Protection against inflammation and oxidative stress is key in slowing down aging processes. The honey bee (Apis mellifera) shows flexible aging patterns linked to the social role of individual bees. One molecular factor associated with honey bee aging regulation is vitellogenin, a lipoglycophosphoprotein with anti-inflammatory and antioxidant properties. Recently, we identified three genes in Hymenopteran genomes arisen from ancient insect vitellogenin duplications, named vg-like-A, -B, and -C. The function of these vitellogenin homologs is unclear.
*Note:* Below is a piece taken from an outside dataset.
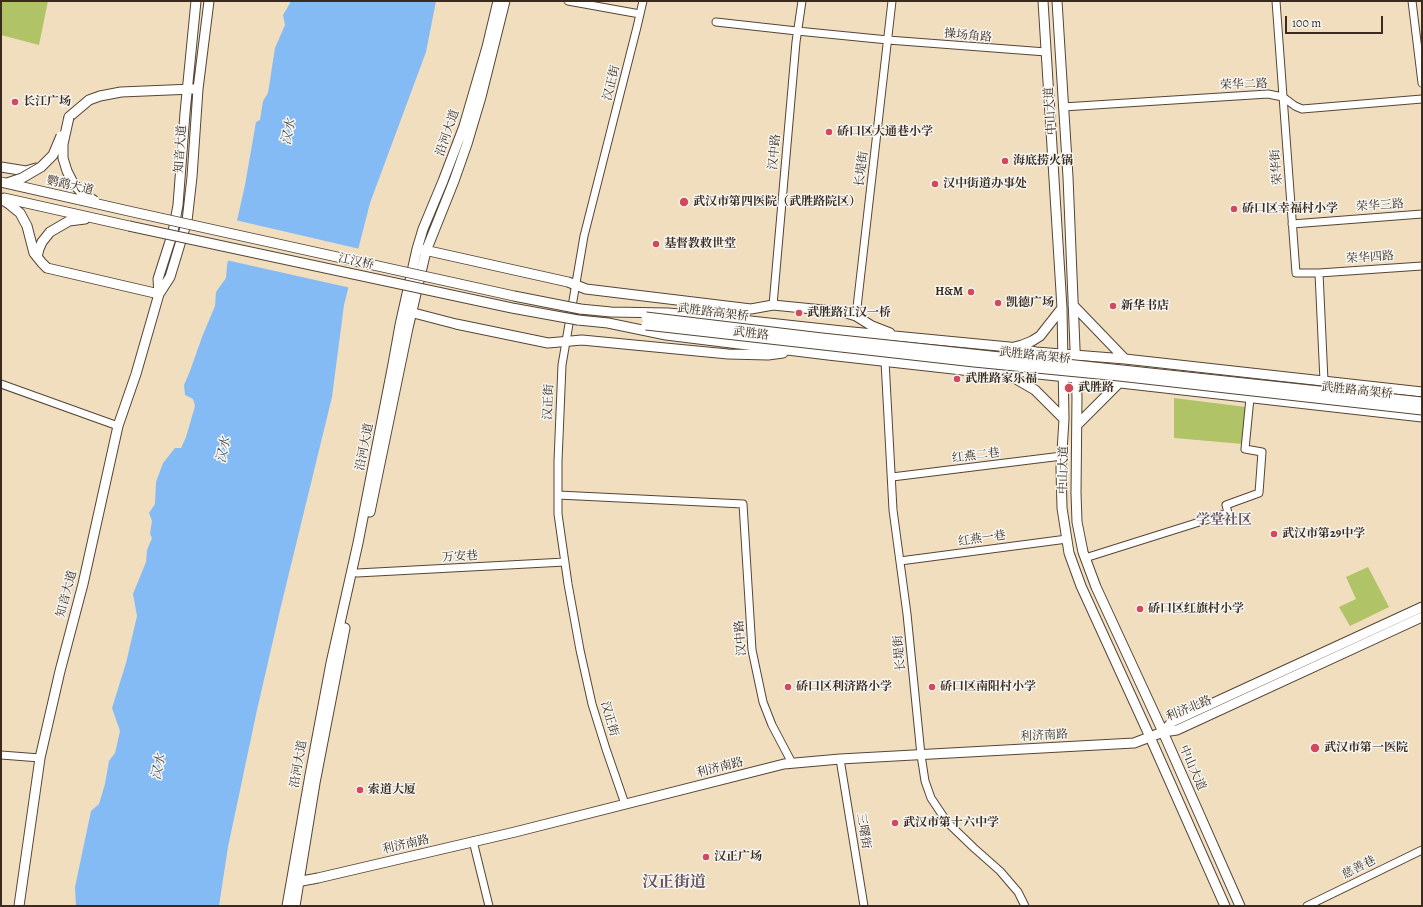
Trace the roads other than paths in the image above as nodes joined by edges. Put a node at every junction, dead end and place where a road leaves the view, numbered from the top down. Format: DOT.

We hypothesize that some of them might share gene- and protein-level similarities and a longevity-supporting role with vitellogenin. Here, we show how the structure and modifications of the vg-like genes and proteins have diverged from vitellogenin. Furthermore, all three vg-like genes show signs of positive selection, but the spatial location of the selected protein sites differ from those found in vitellogenin. We show that all these genes are expressed in both long-lived winter worker bees and in summer nurse bees with intermediate life expectancy, yet only vg-like-A shows elevated expression in winter bees as found in vitellogenin. Finally, we show that vg-like-A responds more strongly than vitellogenin to inflammatory and oxidative conditions in summer nurse bees, and that also vg-like-B responds to oxidative stress. We associate vg-like-A and, to lesser extent, vg-like-B to the antiaging roles of vitellogenin, but that vg-like-C probably is involved in some other function. Our analysis indicates that an ancient duplication event facilitated the adaptive and functional divergence of vitellogenin and its paralogs in the honey bee.